Florida Elementary School Under Fire for Telling Black Students They Could End Up ‘Killed’ or ‘In Jail’ If They Get Low Test Scores In Impromptu Assembly

A Florida elementary school is facing public backlash after a group of Black students were targeted for low test scores on standardized tests while their counterparts weren’t pulled out of class. 

Parents told First Coast News how their children, fourth and fifth graders who attend Bunnell Elementary School in the Daytona Beach suburb of Bunnell, Florida, felt singled out last Friday. One mother, identified as Dominique, said the teacher called her daughter and her peers out of the classroom by name.

Florida Elementary School Under Fire for Pulling Black Students Out Of Class for Impromptu Assembly About Low Test Scores
Parents angered after Bunnell Elementary allegedly singled out Black students. (Photos: YouTube screenshots/NBC News)

“She let me know that when she looked back, all of her white classmates were still there, and all the Black children were leaving,” she told the outlet. 

Related: Plastered Third-Grade Teacher Arrested, Accused of Having Three Times the Legal Limit of Alcohol In Her System at Oklahoma School on First Day of Classes, Claims It Was Just ‘Juice’

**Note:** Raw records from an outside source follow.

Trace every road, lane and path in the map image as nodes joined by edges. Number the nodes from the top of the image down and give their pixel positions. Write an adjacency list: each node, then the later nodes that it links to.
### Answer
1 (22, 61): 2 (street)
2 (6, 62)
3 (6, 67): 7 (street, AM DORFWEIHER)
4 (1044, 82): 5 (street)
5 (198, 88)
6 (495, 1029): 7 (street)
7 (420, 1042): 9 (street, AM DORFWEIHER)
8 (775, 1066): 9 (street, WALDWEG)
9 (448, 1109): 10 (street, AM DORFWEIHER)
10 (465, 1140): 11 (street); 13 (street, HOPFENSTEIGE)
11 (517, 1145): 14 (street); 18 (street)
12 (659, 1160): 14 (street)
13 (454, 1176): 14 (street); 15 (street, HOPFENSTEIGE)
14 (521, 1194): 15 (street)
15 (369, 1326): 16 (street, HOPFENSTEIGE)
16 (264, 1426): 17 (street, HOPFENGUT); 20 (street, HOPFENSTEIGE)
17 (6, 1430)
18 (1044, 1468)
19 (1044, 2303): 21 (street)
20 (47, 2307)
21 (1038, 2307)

The students — regardless of their scores — were pulled into an assembly in the school cafeteria, where they were shown a presentation. One slide dubbed “The Problem” read: “[African Americans] have underperformed on standardized assessment for the last past three years… Only 32 percent… are at Level 3 or higher,” WESH reported

In addition, the children were allegedly told that if they are not successful in the future, “they could end up being killed or go to jail,” per the report.

According to reports, multiple parents allege that the kids were also bribed with fast food gift cards if they improve their scores. The parents were also not informed that the assembly had happened. 

“It became racial for me when they included and boxed all of the Black children together no matter if they were below average, average, or above average,” one parent explained to WESH, adding that her daughter “felt embarrassed because she had to go on stage … and made it seem like she was better than them.”

Superintendent LaShakia Moore released a statement emphasizing that “there was no malice” in the intention of the assembly at the school, where the student body is approximately 19 percent Black and 61 percent white. The statement noted that the school officials failed to mention it to parents and they would do better moving forward. 

“However, sometimes, when you try to think ‘outside the box,’ you forget why the box is there,” Moore’s statement said, per the outlet. “While the desire to help this particular subgroup of students is to be commended, how this was done does not meet the expectations we desire among Flagler Schools.”

As Fox 35 reported on Thursday, the school’s principal and a teacher were suspended and placed on paid leave while an investigation was ongoing.